Bei den Sharks standen zur der Zeit mit Evgeni Nabokov und Miikka Kiprusoff große Namen im Tor. Für Sie ging es erstmal in die kanadische Juniorenliga nach Sudbury. Was geht in Sudbury ab?
Ehelechner: (lacht) Nicht viel außer Eishockey. In Greater Sudbury gibt es den zweithöchsten Schornstein der Erde zu bestaunen, es gibt eine Nickelmine, aber ich bezweifle, dass jemand aus Deutschland zum Sightseeing nach Sudbury kommt.

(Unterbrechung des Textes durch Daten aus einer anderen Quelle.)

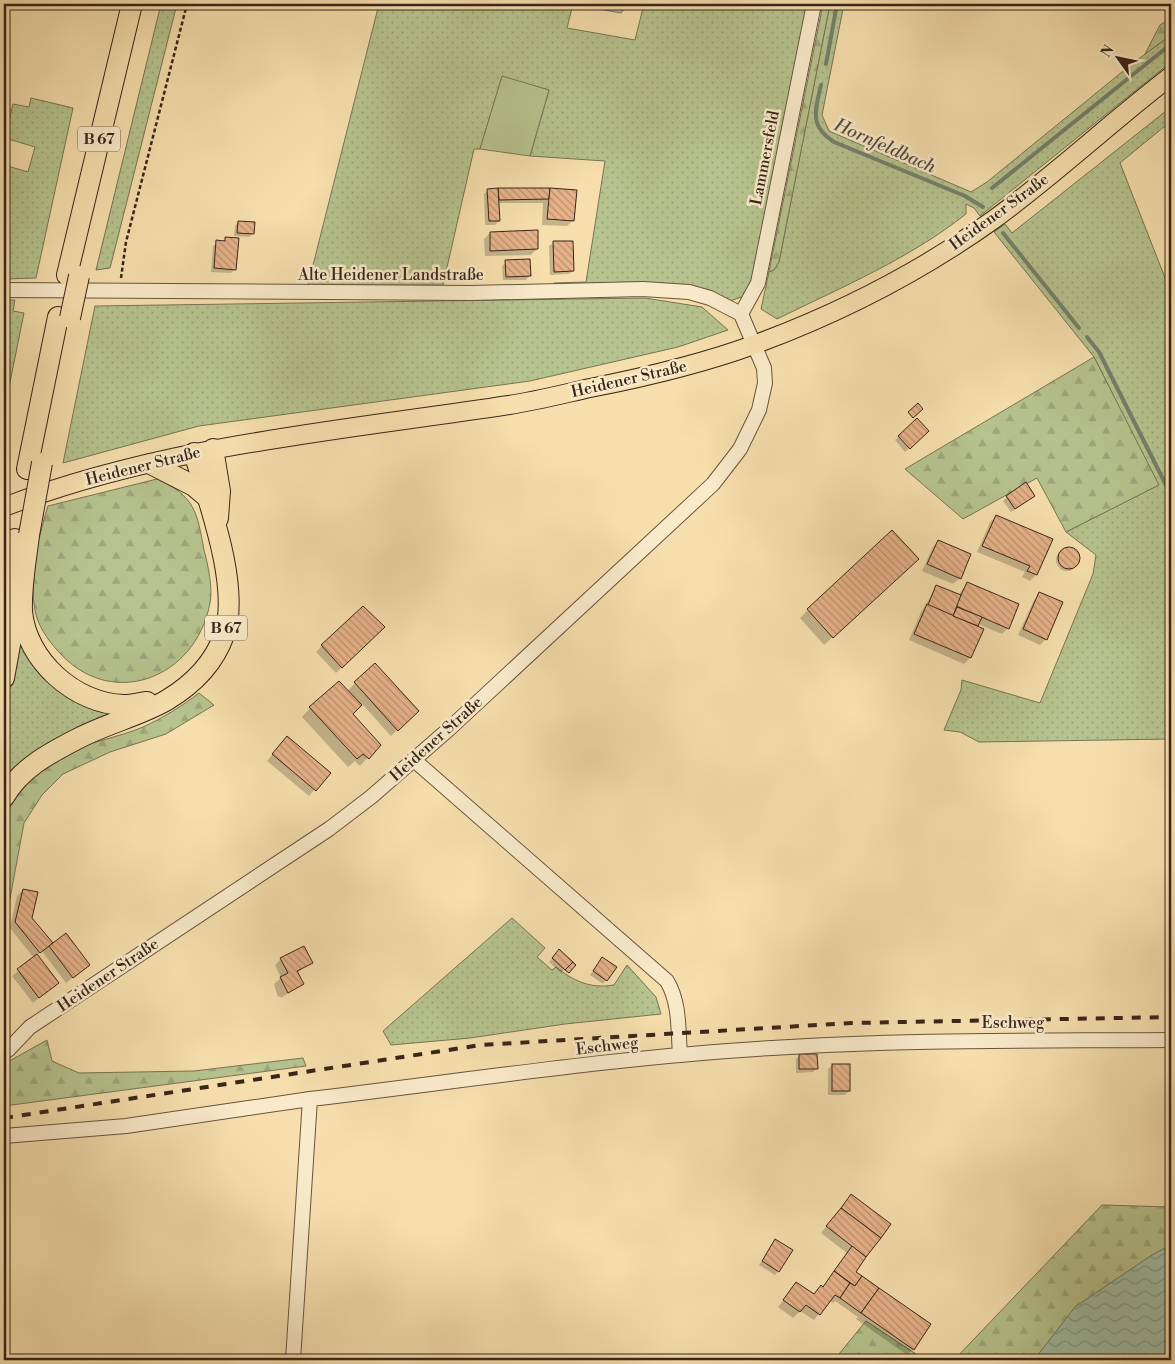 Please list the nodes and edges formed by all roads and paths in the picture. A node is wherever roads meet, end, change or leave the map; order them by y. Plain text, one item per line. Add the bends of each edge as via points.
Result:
1 (132, 4) edge
2 (144, 4) edge
3 (187, 4) edge
4 (814, 4) edge
5 (1171, 76) edge
6 (73, 276) junction
7 (4, 290) edge
8 (120, 290) junction
9 (740, 314) junction
10 (754, 345) junction
11 (203, 451) junction
12 (151, 464) junction
13 (207, 497) junction
14 (4, 507) edge
15 (217, 532) junction
16 (22, 537) junction
17 (4, 603) edge
18 (4, 678) edge
19 (166, 701) junction
20 (414, 760) junction
21 (4, 797) edge
22 (1171, 1040) edge
23 (8, 1050) dead end
24 (680, 1055) junction
25 (310, 1099) junction
26 (4, 1136) edge
27 (294, 1360) edge

1 - 6 highway, B 67
2 - 6 highway, B 67
3 - 8 path via 126,242
4 - 9 street, Lammersfeld via 758,283
5 - 10 main road, Heidener Straße via 1021,198 948,250 906,276 835,312
6 - 16 highway, B 67, bridge
7 - 8 street, Alte Heidener Landstraße
8 - 9 street, Alte Heidener Landstraße via 471,293 666,290 710,298
9 - 10 street
10 - 11 main road, Heidener Straße via 667,372 512,404
10 - 20 street, Heidener Straße via 764,368 765,383 759,410 740,449 713,484
11 - 12 main road, Heidener Straße
11 - 13 highway
11 - 15 highway via 220,491
12 - 13 highway via 194,486
12 - 14 main road, Heidener Straße via 52,489
13 - 15 highway
15 - 19 highway, B 67 via 228,589 225,634 204,671
16 - 17 highway, B 67
16 - 18 highway, B 67
16 - 19 highway via 22,613 26,633 39,656 71,689 99,700 123,705
19 - 21 highway via 96,728 45,756 25,770
20 - 23 street, Heidener Straße via 329,828 30,1026
20 - 24 street via 666,980 674,992
22 - 24 street, Eschweg via 902,1042
24 - 25 street, Eschweg
25 - 26 street, Eschweg via 126,1126
25 - 27 street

Aber dafür lieben die Menschen dort Eishockey und ihre Wolves. Wir Deutschen können uns das gar nicht vorstellen, wenn wir es nicht selbst erlebt haben. Bei uns können wir froh sein, wenn beim Junioren-Finale 1000 Zuschauer da sind, dort sind es regelmäßig über 10.000. Das ist verrückt. Für mich war diese Zeit schön und vor allem extrem prägend. Ich bin mit knapp 18 Jahren über den großen Teich und war zum ersten Mal in meinem Leben so richtig weg. Das war ja zu der Zeit noch ganz anders als heute in unserer digitalisierten Welt. Ich habe bei einer Gastfamilie gewohnt und hatte nur wenig Kontakt in die Heimat. Damals lief noch viel über Modems... bing, bing, brchhh... hat das gemacht. (lacht) Da war nichts mit FaceTime.

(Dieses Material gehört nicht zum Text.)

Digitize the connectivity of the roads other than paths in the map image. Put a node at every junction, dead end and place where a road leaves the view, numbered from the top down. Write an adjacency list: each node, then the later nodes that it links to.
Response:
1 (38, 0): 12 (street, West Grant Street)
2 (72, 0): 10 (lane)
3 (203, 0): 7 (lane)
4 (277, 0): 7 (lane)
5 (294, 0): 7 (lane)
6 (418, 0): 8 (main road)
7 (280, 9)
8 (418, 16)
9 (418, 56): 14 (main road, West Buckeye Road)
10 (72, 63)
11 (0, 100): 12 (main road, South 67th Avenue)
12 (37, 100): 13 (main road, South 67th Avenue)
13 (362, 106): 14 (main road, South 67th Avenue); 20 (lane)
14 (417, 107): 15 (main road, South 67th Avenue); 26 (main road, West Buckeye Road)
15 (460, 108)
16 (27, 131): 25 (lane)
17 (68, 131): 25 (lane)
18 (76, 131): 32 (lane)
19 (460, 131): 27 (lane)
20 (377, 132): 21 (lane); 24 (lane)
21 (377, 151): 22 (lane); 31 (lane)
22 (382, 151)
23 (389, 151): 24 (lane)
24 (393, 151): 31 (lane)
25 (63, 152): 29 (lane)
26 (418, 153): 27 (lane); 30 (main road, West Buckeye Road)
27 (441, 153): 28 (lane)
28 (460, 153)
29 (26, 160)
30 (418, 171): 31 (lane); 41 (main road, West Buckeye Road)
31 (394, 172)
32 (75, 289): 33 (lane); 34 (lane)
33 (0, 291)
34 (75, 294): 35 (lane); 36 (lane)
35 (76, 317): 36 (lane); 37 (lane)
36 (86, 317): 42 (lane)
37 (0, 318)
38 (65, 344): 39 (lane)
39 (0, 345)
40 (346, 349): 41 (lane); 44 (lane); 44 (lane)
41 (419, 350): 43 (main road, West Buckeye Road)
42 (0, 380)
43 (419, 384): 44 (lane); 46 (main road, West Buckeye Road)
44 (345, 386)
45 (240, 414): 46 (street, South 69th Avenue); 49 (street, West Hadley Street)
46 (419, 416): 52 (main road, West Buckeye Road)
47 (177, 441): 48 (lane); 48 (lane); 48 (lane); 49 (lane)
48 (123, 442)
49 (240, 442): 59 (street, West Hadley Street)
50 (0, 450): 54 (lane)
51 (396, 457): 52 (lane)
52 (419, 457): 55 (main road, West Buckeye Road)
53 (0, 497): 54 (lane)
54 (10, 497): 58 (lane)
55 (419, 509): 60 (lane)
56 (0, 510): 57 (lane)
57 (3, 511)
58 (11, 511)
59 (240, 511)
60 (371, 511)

Geschichten über Busfahrten werden gerne genommen, wie geht Ihre?
Ehelechner: Einmal habe ich mich richtig blamiert. In der Kabine stand, dass ein 18-Stunden-Trip auf dem Programm steht. Und ich dachte mir halt naiverweise, dass damit der gesamte Trip gemeint ist. Also von Sudbury zum Spielort und wieder zurück bis zur Ankunft zuhause. Weil für längere Trips würden wir ja den Flieger oder den Zug nehmen. Aber die 18 Stunden waren nur die einfache Busfahrt zum Spiel! Als es rauskam, dass ich keinen blassen Schimmer hatte, war das Gelächter groß. Und ich saß bei den nächsten Busfahrten immer in Reihe eins, um mir die wundervollen kanadischen Landschaften anzuschauen.